Historically unwilling to be even wishy-washy on condemning bad behavior, the UN came out “deploring Russia’s aggression” against Ukraine. At the beginning of March, the General Assembly passed a resolution demanding, “Russia immediately, completely and unconditionally withdraw all of its military forces from the territory of Ukraine within its internationally recognized borders.” By a vote of 141 to five with 35 abstentions, the UN General Assembly approved the measure. The five countries voting in support of Russia were, of course, Russia, and Belarus, North Korea, Eritrea, and Syria: no surprises. What must have caused some disappointment was the abstention by China. Even President Putin’s new BFF Xi Jinping, did not instruct Beijing’s representative to stand firmly by the Kremlin.
“I join Member States in expressing concern about reports of attacks on civilian facilities such as residences, schools and hospitals, and of civilian casualties, including women, older persons, persons with disabilities, and children,” Assembly President Abdulla Shahid stated following the vote. What makes this action by the UN unusual is it culminated a “rare special emergency session” where representatives of country after country rose to stand behind the podium to state their collective disapproval of the Russian-instigated Ukraine crisis.

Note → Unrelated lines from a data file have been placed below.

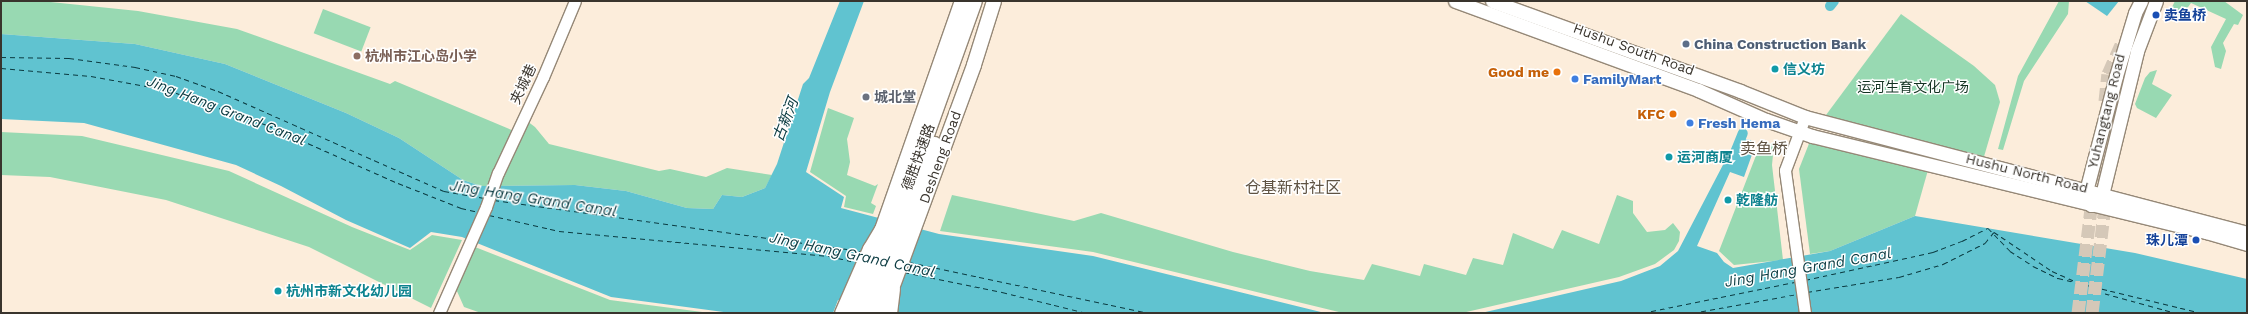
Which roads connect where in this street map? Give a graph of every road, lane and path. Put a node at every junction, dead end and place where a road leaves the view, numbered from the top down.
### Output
1 (574, 1) edge
2 (962, 1) edge
3 (974, 1) edge
4 (983, 1) edge
5 (994, 1) edge
6 (1455, 1) edge
7 (1492, 1) edge
8 (2141, 1) edge
9 (2156, 1) edge
10 (1805, 117) junction
11 (1800, 131) junction
12 (2086, 191) junction
13 (2102, 195) junction
14 (2091, 205) junction
15 (883, 227) junction
16 (2247, 233) edge
17 (2247, 244) edge
18 (892, 289) junction
19 (439, 313) edge
20 (842, 313) edge
21 (853, 313) edge
22 (862, 313) edge
23 (875, 313) edge
24 (883, 313) edge
25 (889, 313) edge
26 (1805, 313) edge

1 - 19 street, 夹城巷
2 - 15 main road
3 - 22 highway, 德胜快速路
4 - 23 highway, 德胜快速路
5 - 18 main road, Desheng Road
6 - 11 main road, Hushu South Road
7 - 10 main road, Hushu South Road
8 - 12 main road, Yuhangtang Road
9 - 13 main road, Yuhangtang Road
10 - 11 street
10 - 12 main road, Hushu North Road
11 - 14 main road, Hushu North Road
11 - 26 street
12 - 13 main road, Hushu North Road
12 - 14 main road
13 - 14 main road
13 - 16 main road, Hushu North Road
14 - 17 main road, Hushu North Road
15 - 20 highway
15 - 21 main road
18 - 24 main road, Desheng Road
18 - 25 highway

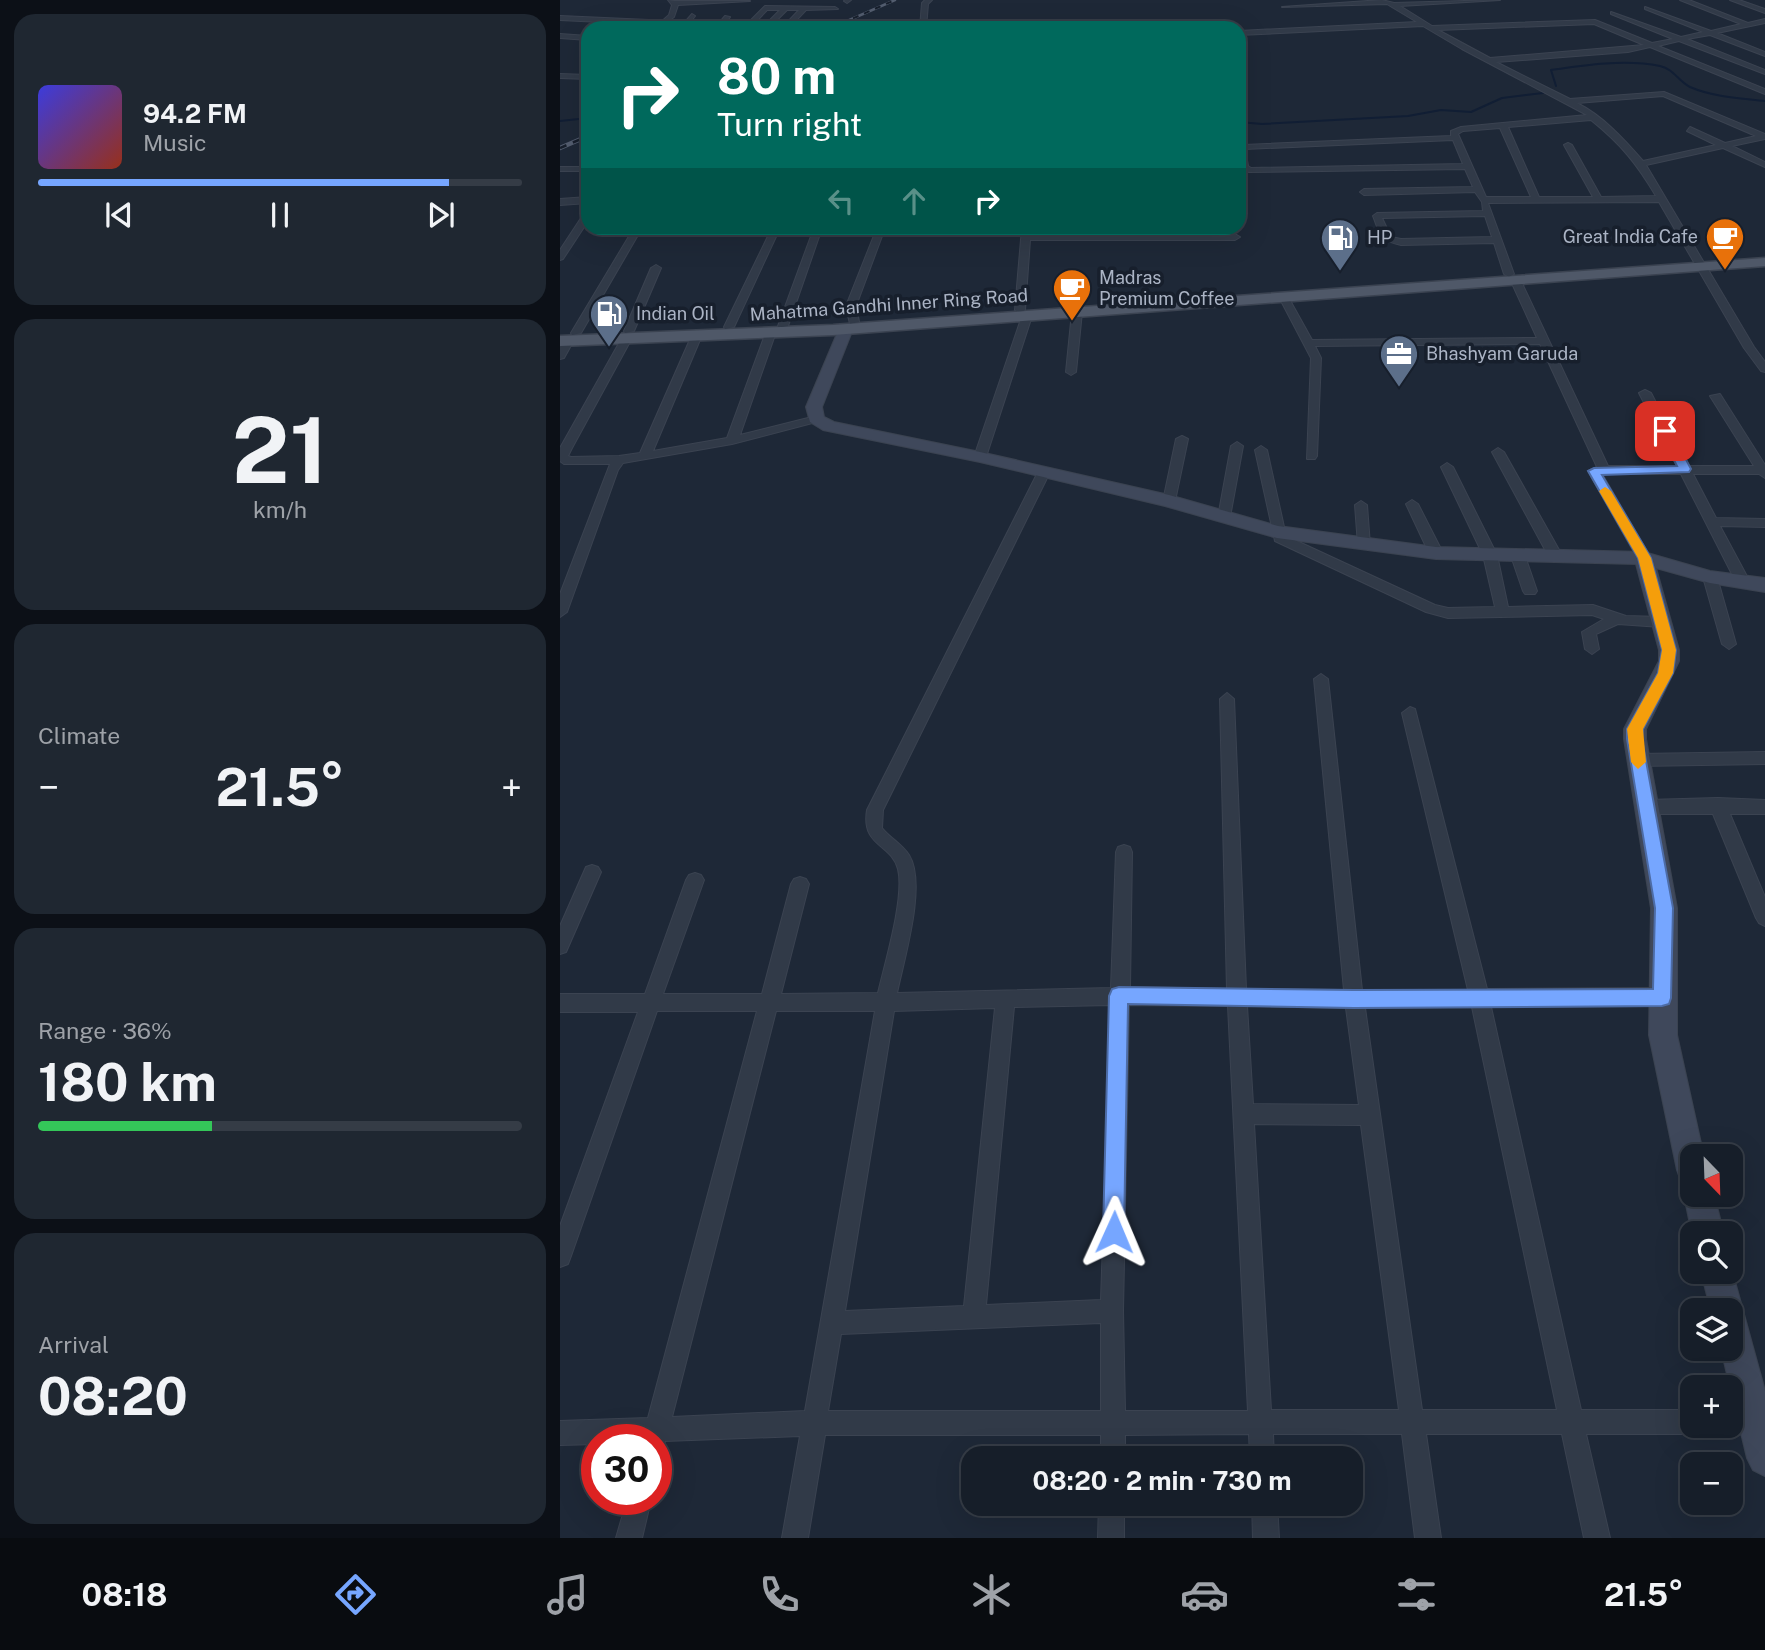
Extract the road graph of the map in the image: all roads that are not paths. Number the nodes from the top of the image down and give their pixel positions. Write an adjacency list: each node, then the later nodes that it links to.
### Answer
1 (791, 0): 15 (street)
2 (806, 0): 17 (street)
3 (822, 0): 18 (street)
4 (835, 0): 18 (street)
5 (929, 0): 33 (street)
6 (1497, 0): 11 (street)
7 (1683, 0): 36 (street)
8 (1733, 0): 13 (street)
9 (747, 1): 10 (street)
10 (673, 2): 26 (street)
11 (1389, 2): 14 (street); 35 (street)
12 (1765, 4): 13 (street)
13 (1750, 6): 19 (street)
14 (1285, 7)
15 (785, 8): 17 (street); 30 (street); 31 (street)
16 (1647, 8): 38 (street)
17 (802, 9): 18 (street); 32 (street)
18 (815, 9)
19 (1765, 11)
20 (1613, 13): 42 (street)
21 (692, 16): 27 (street)
22 (727, 17): 28 (street)
23 (560, 18): 25 (street)
24 (737, 18): 29 (street)
25 (627, 21)
26 (667, 21)
27 (688, 21)
28 (724, 21)
29 (734, 21)
30 (753, 21)
31 (772, 21)
32 (791, 21)
33 (924, 21)
34 (1765, 21): 36 (street)
35 (1423, 24): 37 (street); 39 (street)
36 (1746, 24): 38 (street)
37 (1431, 28): 43 (street); 45 (street)
38 (1709, 32): 42 (street); 44 (street)
39 (1246, 33)
40 (560, 36): 41 (street)
41 (581, 38)
42 (1681, 38): 43 (street); 46 (street)
43 (1648, 44): 45 (street); 49 (street)
44 (1765, 54)
45 (1492, 60): 51 (street)
46 (1765, 74): 49 (street)
47 (560, 76): 48 (street)
48 (581, 77)
49 (1737, 80): 50 (street)
50 (1765, 92)
51 (1569, 101): 52 (street); 55 (street)
52 (1595, 117): 53 (street); 60 (street)
53 (1503, 125): 56 (street); 69 (street)
54 (1690, 129): 59 (street)
55 (1765, 137): 59 (street)
56 (1455, 138): 57 (street); 62 (street)
57 (1246, 142)
58 (1568, 145): 70 (street)
59 (1725, 145): 60 (street); 61 (street)
60 (1640, 164): 71 (street)
61 (1765, 165)
62 (1469, 166): 63 (street); 67 (street)
63 (1350, 167): 66 (street); 68 (street)
64 (560, 169): 65 (street)
65 (581, 169)
66 (1246, 171)
67 (1479, 190): 68 (street); 73 (street)
68 (1364, 192): 76 (street)
69 (1536, 199): 70 (street); 73 (street)
70 (1598, 199): 71 (street)
71 (1660, 199): 88 (street)
72 (581, 200): 74 (street)
73 (1483, 200): 75 (street)
74 (560, 202)
75 (1488, 213): 76 (street); 85 (street)
76 (1377, 216): 85 (street)
77 (581, 225): 86 (street)
78 (633, 235): 99 (street)
79 (773, 235): 95 (street)
80 (815, 235): 96 (street)
81 (878, 235): 94 (street)
82 (1025, 235): 93 (street)
83 (1151, 235): 84 (street)
84 (1235, 237)
85 (1497, 240): 90 (street)
86 (560, 257)
87 (1765, 261): 88 (main road, Mahatma Gandhi Inner Ring Road)
88 (1699, 263): 90 (main road, Mahatma Gandhi Inner Ring Road); 102 (street)
89 (656, 268): 97 (street)
90 (1512, 277): 91 (main road, Mahatma Gandhi Inner Ring Road); 93 (main road, Mahatma Gandhi Inner Ring Road); 100 (street)
91 (1284, 297): 92 (main road, Mahatma Gandhi Inner Ring Road); 101 (street)
92 (1077, 312): 93 (main road, Mahatma Gandhi Inner Ring Road); 106 (street)
93 (1023, 313): 94 (main road, Mahatma Gandhi Inner Ring Road); 117 (street)
94 (850, 325): 96 (main road, Mahatma Gandhi Inner Ring Road); 109 (street)
95 (729, 327): 96 (main road, Mahatma Gandhi Inner Ring Road); 97 (main road, Mahatma Gandhi Inner Ring Road)
96 (777, 329): 98 (main road, Mahatma Gandhi Inner Ring Road); 111 (street)
97 (628, 334): 98 (main road, Mahatma Gandhi Inner Ring Road); 99 (main road, Mahatma Gandhi Inner Ring Road); 118 (street)
98 (697, 335): 115 (street)
99 (566, 337): 104 (street)
100 (1541, 341): 101 (street); 121 (street)
101 (1306, 343): 116 (street)
102 (1749, 348): 103 (street); 105 (street)
103 (1765, 348)
104 (560, 356)
105 (1765, 369)
106 (1071, 372)
107 (1645, 393): 120 (street)
108 (1716, 396): 122 (street)
109 (816, 419): 111 (street); 117 (street)
110 (1182, 439): 124 (street)
111 (732, 441): 115 (street)
112 (1237, 446): 127 (street)
113 (1261, 450): 130 (street)
114 (1498, 452): 135 (street)
115 (645, 456): 118 (street)
116 (1311, 456)
117 (980, 457): 123 (street)
118 (619, 460): 142 (street)
119 (1447, 467): 133 (street)
120 (1685, 469): 121 (street); 122 (street); 128 (street)
121 (1604, 470): 136 (street)
122 (1764, 471)
123 (1044, 472): 124 (street); 168 (street)
124 (1169, 501): 127 (street)
125 (1412, 504): 132 (street)
126 (1361, 505): 131 (street)
127 (1224, 517): 130 (street)
128 (1712, 522): 129 (street); 138 (street)
129 (1765, 523)
130 (1277, 532): 131 (street); 141 (street)
131 (1364, 545): 132 (street)
132 (1436, 553): 133 (street)
133 (1490, 555): 134 (street); 141 (street)
134 (1518, 556): 135 (street); 140 (street)
135 (1556, 557): 136 (street)
136 (1644, 558): 137 (street); 144 (street)
137 (1710, 576): 138 (street); 145 (street)
138 (1743, 582): 139 (street)
139 (1765, 585)
140 (1530, 591)
141 (1502, 610): 143 (street)
142 (560, 612)
143 (1617, 618): 144 (street); 146 (street)
144 (1661, 622): 151 (street)
145 (1729, 644)
146 (1592, 649)
147 (1321, 679): 165 (street)
148 (1227, 699): 162 (street)
149 (1410, 713): 166 (street)
150 (1765, 758): 151 (street)
151 (1638, 760): 153 (street)
152 (1718, 805): 153 (street); 154 (street); 159 (street)
153 (1647, 807): 163 (street)
154 (1765, 807)
155 (1124, 852): 161 (street)
156 (592, 872): 160 (street)
157 (695, 880): 170 (street)
158 (800, 884): 167 (street)
159 (1765, 918)
160 (560, 946)
161 (1119, 996): 162 (street); 164 (street); 175 (street)
162 (1237, 997): 165 (street); 171 (street)
163 (1662, 998): 166 (street); 173 (street)
164 (1005, 999): 168 (street); 176 (street)
165 (1354, 999): 166 (street); 172 (street)
166 (1480, 1000): 181 (street)
167 (769, 1002): 168 (street); 170 (street); 185 (street)
168 (886, 1002): 177 (street)
169 (560, 1003): 170 (street)
170 (649, 1005): 174 (street)
171 (1243, 1114): 172 (street); 179 (street)
172 (1370, 1115): 180 (street)
173 (1686, 1144)
174 (560, 1255)
175 (1112, 1311): 176 (street); 178 (street)
176 (974, 1317): 177 (street)
177 (833, 1323): 184 (street)
178 (1114, 1422): 179 (street); 184 (street); 189 (street)
179 (1259, 1422): 180 (street); 190 (street)
180 (1412, 1422): 181 (street); 199 (street)
181 (1572, 1422): 182 (street); 200 (street)
182 (1680, 1422)
183 (1743, 1422): 191 (street)
184 (817, 1423): 188 (street); 196 (street)
185 (659, 1424)
186 (560, 1433): 187 (street)
187 (581, 1433)
188 (672, 1434)
189 (1113, 1446)
190 (1261, 1446)
191 (1765, 1458)
192 (635, 1515): 195 (street)
193 (1112, 1516): 197 (street)
194 (1265, 1516): 198 (street)
195 (629, 1538)
196 (795, 1538)
197 (1111, 1538)
198 (1266, 1538)
199 (1428, 1538)
200 (1597, 1538)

Not in any way cowed by the world’s dim view of the attack his neighbor, Putin has not backed down, threatening his own citizens who dared to criticize him. “Thousands of people have been detained in Russia for protesting the current war…Some have been investigated for spreading so-called fake news about the army on social media – a crime now punishable by 15 years in prison,” James Fite said, reporting for Liberty Nation. Attacking your public, calling them “scum” and “traitors,” is what desperate despots do when they feel their power slipping away at home.
In a Milosevic-like, Serbia for Serbs, ethnic cleansing screed, Putin said, “The Russian people will always be able to distinguish true patriots from scum and traitors…I am convinced that such a natural and necessary self-purification of society will only strengthen our country, our solidarity, cohesion, and readiness to respond to any challenges.” After such an attack on his people, it’s not surprising Putin’s likeability index is waning, and paranoia appears to be taking its place. In lashing out, the Russian dictator may know something not immediately apparent. Putin may see his days numbered.
“Some even say that his end is both inevitable and near,” observed a recent article in The Hill. “Not everyone agrees with this prognosis, of course, but the mood definitely has swung against Putin. The argument in favor of Putin’s end generally rests on his genocidal war against Ukraine.”
It’s not a good bet to count Putin out, but the fact such predictions are gaining traction should cause Russia’s leader some concern. The world sees the carnage, despair, destruction, and misery Russia has visited on Ukraine. Moscow’s military is bogged down and many reports state that it is killing innocent civilians indiscriminately. Be it nationalism or a desire to reconstitute the Soviet Union or whatever is driving the man, he has garnered the hatred of people worldwide. So, his apparent desperation may be justified.
The views expressed are those of the author and not of any other affiliation.